**WHAT THE EXERCISE ASKS**: Transcribe every record that appears below, exactly and in full.
━━━ DATA EXTRACT
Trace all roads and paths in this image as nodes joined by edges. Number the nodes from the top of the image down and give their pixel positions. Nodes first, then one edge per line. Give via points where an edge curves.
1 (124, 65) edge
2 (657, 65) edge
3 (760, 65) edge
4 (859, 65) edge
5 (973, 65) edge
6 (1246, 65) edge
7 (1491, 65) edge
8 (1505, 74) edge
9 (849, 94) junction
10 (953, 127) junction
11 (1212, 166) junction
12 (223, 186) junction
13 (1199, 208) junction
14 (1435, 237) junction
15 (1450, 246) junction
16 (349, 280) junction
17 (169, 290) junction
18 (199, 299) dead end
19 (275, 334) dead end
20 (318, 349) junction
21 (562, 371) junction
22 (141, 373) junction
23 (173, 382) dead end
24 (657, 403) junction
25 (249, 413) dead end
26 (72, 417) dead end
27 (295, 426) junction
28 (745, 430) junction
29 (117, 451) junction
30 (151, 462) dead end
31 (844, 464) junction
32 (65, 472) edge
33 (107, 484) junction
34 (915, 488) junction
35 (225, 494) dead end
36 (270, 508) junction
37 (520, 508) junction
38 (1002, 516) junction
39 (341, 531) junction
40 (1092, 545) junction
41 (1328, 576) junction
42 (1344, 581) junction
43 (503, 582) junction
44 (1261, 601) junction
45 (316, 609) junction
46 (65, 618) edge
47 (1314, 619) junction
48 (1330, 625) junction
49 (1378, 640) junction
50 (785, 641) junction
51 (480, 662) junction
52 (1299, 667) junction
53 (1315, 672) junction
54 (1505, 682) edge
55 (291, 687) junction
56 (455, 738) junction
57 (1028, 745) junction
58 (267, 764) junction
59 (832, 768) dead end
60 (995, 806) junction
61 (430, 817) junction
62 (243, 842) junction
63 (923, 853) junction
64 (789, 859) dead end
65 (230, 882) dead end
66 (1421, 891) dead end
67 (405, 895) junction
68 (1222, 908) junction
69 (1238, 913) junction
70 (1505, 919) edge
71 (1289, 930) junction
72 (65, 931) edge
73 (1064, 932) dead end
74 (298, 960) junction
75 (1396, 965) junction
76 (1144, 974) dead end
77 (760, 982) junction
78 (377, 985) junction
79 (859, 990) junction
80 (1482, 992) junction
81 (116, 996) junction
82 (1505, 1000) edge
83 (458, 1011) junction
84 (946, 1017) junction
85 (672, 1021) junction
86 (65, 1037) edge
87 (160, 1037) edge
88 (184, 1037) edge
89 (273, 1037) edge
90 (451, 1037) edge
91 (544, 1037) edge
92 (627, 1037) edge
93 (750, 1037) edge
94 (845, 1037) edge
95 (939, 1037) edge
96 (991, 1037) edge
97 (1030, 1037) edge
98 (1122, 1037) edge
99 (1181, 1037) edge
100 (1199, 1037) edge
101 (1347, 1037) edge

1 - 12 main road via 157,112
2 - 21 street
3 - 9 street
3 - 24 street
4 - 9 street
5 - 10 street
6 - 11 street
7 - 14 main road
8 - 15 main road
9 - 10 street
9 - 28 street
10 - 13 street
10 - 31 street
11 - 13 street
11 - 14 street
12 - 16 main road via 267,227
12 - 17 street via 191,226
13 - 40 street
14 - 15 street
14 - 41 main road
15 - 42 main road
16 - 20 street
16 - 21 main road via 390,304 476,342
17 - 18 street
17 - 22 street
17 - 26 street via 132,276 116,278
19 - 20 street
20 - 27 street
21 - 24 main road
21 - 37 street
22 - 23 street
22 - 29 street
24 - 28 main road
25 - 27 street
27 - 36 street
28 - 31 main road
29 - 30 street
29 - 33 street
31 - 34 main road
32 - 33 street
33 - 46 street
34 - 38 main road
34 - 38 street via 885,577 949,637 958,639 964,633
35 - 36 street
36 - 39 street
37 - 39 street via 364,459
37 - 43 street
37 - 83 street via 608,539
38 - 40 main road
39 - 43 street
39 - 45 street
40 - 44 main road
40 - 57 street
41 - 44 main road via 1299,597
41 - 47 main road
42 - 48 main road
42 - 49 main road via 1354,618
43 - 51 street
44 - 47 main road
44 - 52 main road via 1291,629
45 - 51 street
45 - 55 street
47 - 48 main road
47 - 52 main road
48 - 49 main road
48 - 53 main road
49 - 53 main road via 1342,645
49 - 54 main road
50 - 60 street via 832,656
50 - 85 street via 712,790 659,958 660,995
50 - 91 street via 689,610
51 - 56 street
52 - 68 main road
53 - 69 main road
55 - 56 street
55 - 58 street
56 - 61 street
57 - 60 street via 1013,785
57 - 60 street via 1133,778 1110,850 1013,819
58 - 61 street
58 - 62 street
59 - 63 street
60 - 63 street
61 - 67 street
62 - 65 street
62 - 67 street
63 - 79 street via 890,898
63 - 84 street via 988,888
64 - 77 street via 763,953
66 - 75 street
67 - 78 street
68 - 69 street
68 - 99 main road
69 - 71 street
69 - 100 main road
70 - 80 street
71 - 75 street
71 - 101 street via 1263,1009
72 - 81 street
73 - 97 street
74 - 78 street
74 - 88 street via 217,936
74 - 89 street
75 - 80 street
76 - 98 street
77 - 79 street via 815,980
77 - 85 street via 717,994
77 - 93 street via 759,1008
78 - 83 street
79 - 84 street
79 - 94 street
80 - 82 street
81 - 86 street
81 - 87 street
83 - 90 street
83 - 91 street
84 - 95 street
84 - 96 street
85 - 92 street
━━━━━━
**ANSWER BOX**:
Trace all roads and paths in this image as nodes joined by edges. Number the nodes from the top of the image down and give their pixel positions. Nodes first, then one edge per line. Give via points where an edge curves.
1 (124, 65) edge
2 (657, 65) edge
3 (760, 65) edge
4 (859, 65) edge
5 (973, 65) edge
6 (1246, 65) edge
7 (1491, 65) edge
8 (1505, 74) edge
9 (849, 94) junction
10 (953, 127) junction
11 (1212, 166) junction
12 (223, 186) junction
13 (1199, 208) junction
14 (1435, 237) junction
15 (1450, 246) junction
16 (349, 280) junction
17 (169, 290) junction
18 (199, 299) dead end
19 (275, 334) dead end
20 (318, 349) junction
21 (562, 371) junction
22 (141, 373) junction
23 (173, 382) dead end
24 (657, 403) junction
25 (249, 413) dead end
26 (72, 417) dead end
27 (295, 426) junction
28 (745, 430) junction
29 (117, 451) junction
30 (151, 462) dead end
31 (844, 464) junction
32 (65, 472) edge
33 (107, 484) junction
34 (915, 488) junction
35 (225, 494) dead end
36 (270, 508) junction
37 (520, 508) junction
38 (1002, 516) junction
39 (341, 531) junction
40 (1092, 545) junction
41 (1328, 576) junction
42 (1344, 581) junction
43 (503, 582) junction
44 (1261, 601) junction
45 (316, 609) junction
46 (65, 618) edge
47 (1314, 619) junction
48 (1330, 625) junction
49 (1378, 640) junction
50 (785, 641) junction
51 (480, 662) junction
52 (1299, 667) junction
53 (1315, 672) junction
54 (1505, 682) edge
55 (291, 687) junction
56 (455, 738) junction
57 (1028, 745) junction
58 (267, 764) junction
59 (832, 768) dead end
60 (995, 806) junction
61 (430, 817) junction
62 (243, 842) junction
63 (923, 853) junction
64 (789, 859) dead end
65 (230, 882) dead end
66 (1421, 891) dead end
67 (405, 895) junction
68 (1222, 908) junction
69 (1238, 913) junction
70 (1505, 919) edge
71 (1289, 930) junction
72 (65, 931) edge
73 (1064, 932) dead end
74 (298, 960) junction
75 (1396, 965) junction
76 (1144, 974) dead end
77 (760, 982) junction
78 (377, 985) junction
79 (859, 990) junction
80 (1482, 992) junction
81 (116, 996) junction
82 (1505, 1000) edge
83 (458, 1011) junction
84 (946, 1017) junction
85 (672, 1021) junction
86 (65, 1037) edge
87 (160, 1037) edge
88 (184, 1037) edge
89 (273, 1037) edge
90 (451, 1037) edge
91 (544, 1037) edge
92 (627, 1037) edge
93 (750, 1037) edge
94 (845, 1037) edge
95 (939, 1037) edge
96 (991, 1037) edge
97 (1030, 1037) edge
98 (1122, 1037) edge
99 (1181, 1037) edge
100 (1199, 1037) edge
101 (1347, 1037) edge

1 - 12 main road via 157,112
2 - 21 street
3 - 9 street
3 - 24 street
4 - 9 street
5 - 10 street
6 - 11 street
7 - 14 main road
8 - 15 main road
9 - 10 street
9 - 28 street
10 - 13 street
10 - 31 street
11 - 13 street
11 - 14 street
12 - 16 main road via 267,227
12 - 17 street via 191,226
13 - 40 street
14 - 15 street
14 - 41 main road
15 - 42 main road
16 - 20 street
16 - 21 main road via 390,304 476,342
17 - 18 street
17 - 22 street
17 - 26 street via 132,276 116,278
19 - 20 street
20 - 27 street
21 - 24 main road
21 - 37 street
22 - 23 street
22 - 29 street
24 - 28 main road
25 - 27 street
27 - 36 street
28 - 31 main road
29 - 30 street
29 - 33 street
31 - 34 main road
32 - 33 street
33 - 46 street
34 - 38 main road
34 - 38 street via 885,577 949,637 958,639 964,633
35 - 36 street
36 - 39 street
37 - 39 street via 364,459
37 - 43 street
37 - 83 street via 608,539
38 - 40 main road
39 - 43 street
39 - 45 street
40 - 44 main road
40 - 57 street
41 - 44 main road via 1299,597
41 - 47 main road
42 - 48 main road
42 - 49 main road via 1354,618
43 - 51 street
44 - 47 main road
44 - 52 main road via 1291,629
45 - 51 street
45 - 55 street
47 - 48 main road
47 - 52 main road
48 - 49 main road
48 - 53 main road
49 - 53 main road via 1342,645
49 - 54 main road
50 - 60 street via 832,656
50 - 85 street via 712,790 659,958 660,995
50 - 91 street via 689,610
51 - 56 street
52 - 68 main road
53 - 69 main road
55 - 56 street
55 - 58 street
56 - 61 street
57 - 60 street via 1013,785
57 - 60 street via 1133,778 1110,850 1013,819
58 - 61 street
58 - 62 street
59 - 63 street
60 - 63 street
61 - 67 street
62 - 65 street
62 - 67 street
63 - 79 street via 890,898
63 - 84 street via 988,888
64 - 77 street via 763,953
66 - 75 street
67 - 78 street
68 - 69 street
68 - 99 main road
69 - 71 street
69 - 100 main road
70 - 80 street
71 - 75 street
71 - 101 street via 1263,1009
72 - 81 street
73 - 97 street
74 - 78 street
74 - 88 street via 217,936
74 - 89 street
75 - 80 street
76 - 98 street
77 - 79 street via 815,980
77 - 85 street via 717,994
77 - 93 street via 759,1008
78 - 83 street
79 - 84 street
79 - 94 street
80 - 82 street
81 - 86 street
81 - 87 street
83 - 90 street
83 - 91 street
84 - 95 street
84 - 96 street
85 - 92 street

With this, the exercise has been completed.